Get your product images ranked at the top of search engine results. Learn why SEO matters for your images too!

Any retailer operating online should have quality product images, visibility on social media, respect marketplace guidelines, and attract customers with SEO optimized product images.

How does SEO work for a Google Image search?

Visual search (Google Images,Google Shopping, and Pinterest, among others) is a powerful and increasingly common way to find new products. It is critical that you add keywords to your images so that potential customers will easily be able to find you. We don’t mean embedding text in the image; far from it. Your product image will speak for itself to your customers, but there are several opportunities for you to speak to the search engines by including text identifying your image. You need to master the following techniques if you want to SEO optimize your product images and sell more!

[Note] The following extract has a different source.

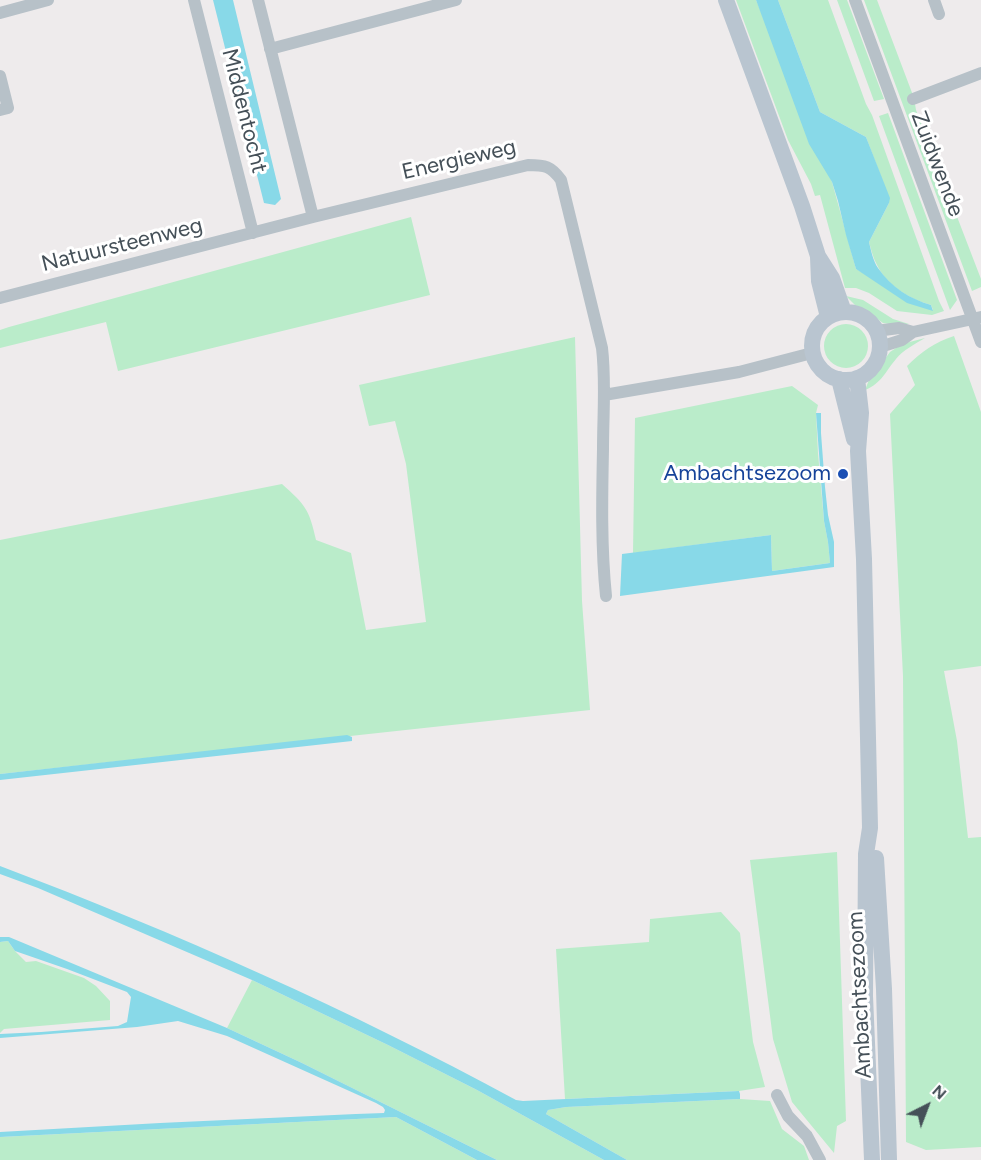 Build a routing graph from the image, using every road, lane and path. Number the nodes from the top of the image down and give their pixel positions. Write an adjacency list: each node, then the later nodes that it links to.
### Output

Add keywords so that potential customers will be able to find you in Images searches

Add keywords so that potential customers will be able to find you in Images searches.

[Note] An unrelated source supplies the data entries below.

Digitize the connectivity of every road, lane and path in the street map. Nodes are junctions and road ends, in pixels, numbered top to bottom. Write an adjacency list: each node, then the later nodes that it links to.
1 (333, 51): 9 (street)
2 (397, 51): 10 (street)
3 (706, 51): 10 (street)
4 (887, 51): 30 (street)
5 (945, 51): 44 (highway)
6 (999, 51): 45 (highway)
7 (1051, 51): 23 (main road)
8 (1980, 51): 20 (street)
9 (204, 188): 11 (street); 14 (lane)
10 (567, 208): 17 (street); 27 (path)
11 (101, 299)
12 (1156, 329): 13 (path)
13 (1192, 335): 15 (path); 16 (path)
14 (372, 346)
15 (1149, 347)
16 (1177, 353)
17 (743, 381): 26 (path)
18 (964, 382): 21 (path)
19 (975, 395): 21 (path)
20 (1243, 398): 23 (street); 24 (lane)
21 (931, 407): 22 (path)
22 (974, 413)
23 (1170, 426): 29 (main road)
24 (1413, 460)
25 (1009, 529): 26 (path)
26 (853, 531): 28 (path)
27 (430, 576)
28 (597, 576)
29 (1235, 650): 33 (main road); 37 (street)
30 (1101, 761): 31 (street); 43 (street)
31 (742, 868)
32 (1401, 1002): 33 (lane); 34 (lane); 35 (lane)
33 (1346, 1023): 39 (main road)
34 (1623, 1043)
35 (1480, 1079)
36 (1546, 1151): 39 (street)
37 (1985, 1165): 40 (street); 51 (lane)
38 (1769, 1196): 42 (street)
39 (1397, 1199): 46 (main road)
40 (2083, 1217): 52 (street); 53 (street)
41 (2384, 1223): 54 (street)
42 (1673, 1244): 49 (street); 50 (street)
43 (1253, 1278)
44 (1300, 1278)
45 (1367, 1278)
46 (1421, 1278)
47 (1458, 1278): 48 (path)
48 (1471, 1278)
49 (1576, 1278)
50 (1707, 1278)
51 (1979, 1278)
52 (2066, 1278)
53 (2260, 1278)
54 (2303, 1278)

Name Your Files Descriptively

Naming is a key component of image SEO. Search engines can parse text more easily than they can analyze image content, so always name your image something that represents the product being featured. Do not use automatically generated names like “IMG78234209.jpg.”

Choose file names that tell what the image is about

Choose file names that tell what the image is about

Use Image Alt Text to Describe Images

These are meaningless names to you, to customers, and to search engines. Instead, if you sell dresses and you have uploaded an image of a red dress for the summer season, you might name it “red-summer-dress.jpg.” Now the search engine has some idea what your image might be, and we can reinforce that idea with other SEO strategies. Remember also that descriptive file naming will be helpful for users who come across your images and share them through social media or other means. Your file name should be able to stand on its own.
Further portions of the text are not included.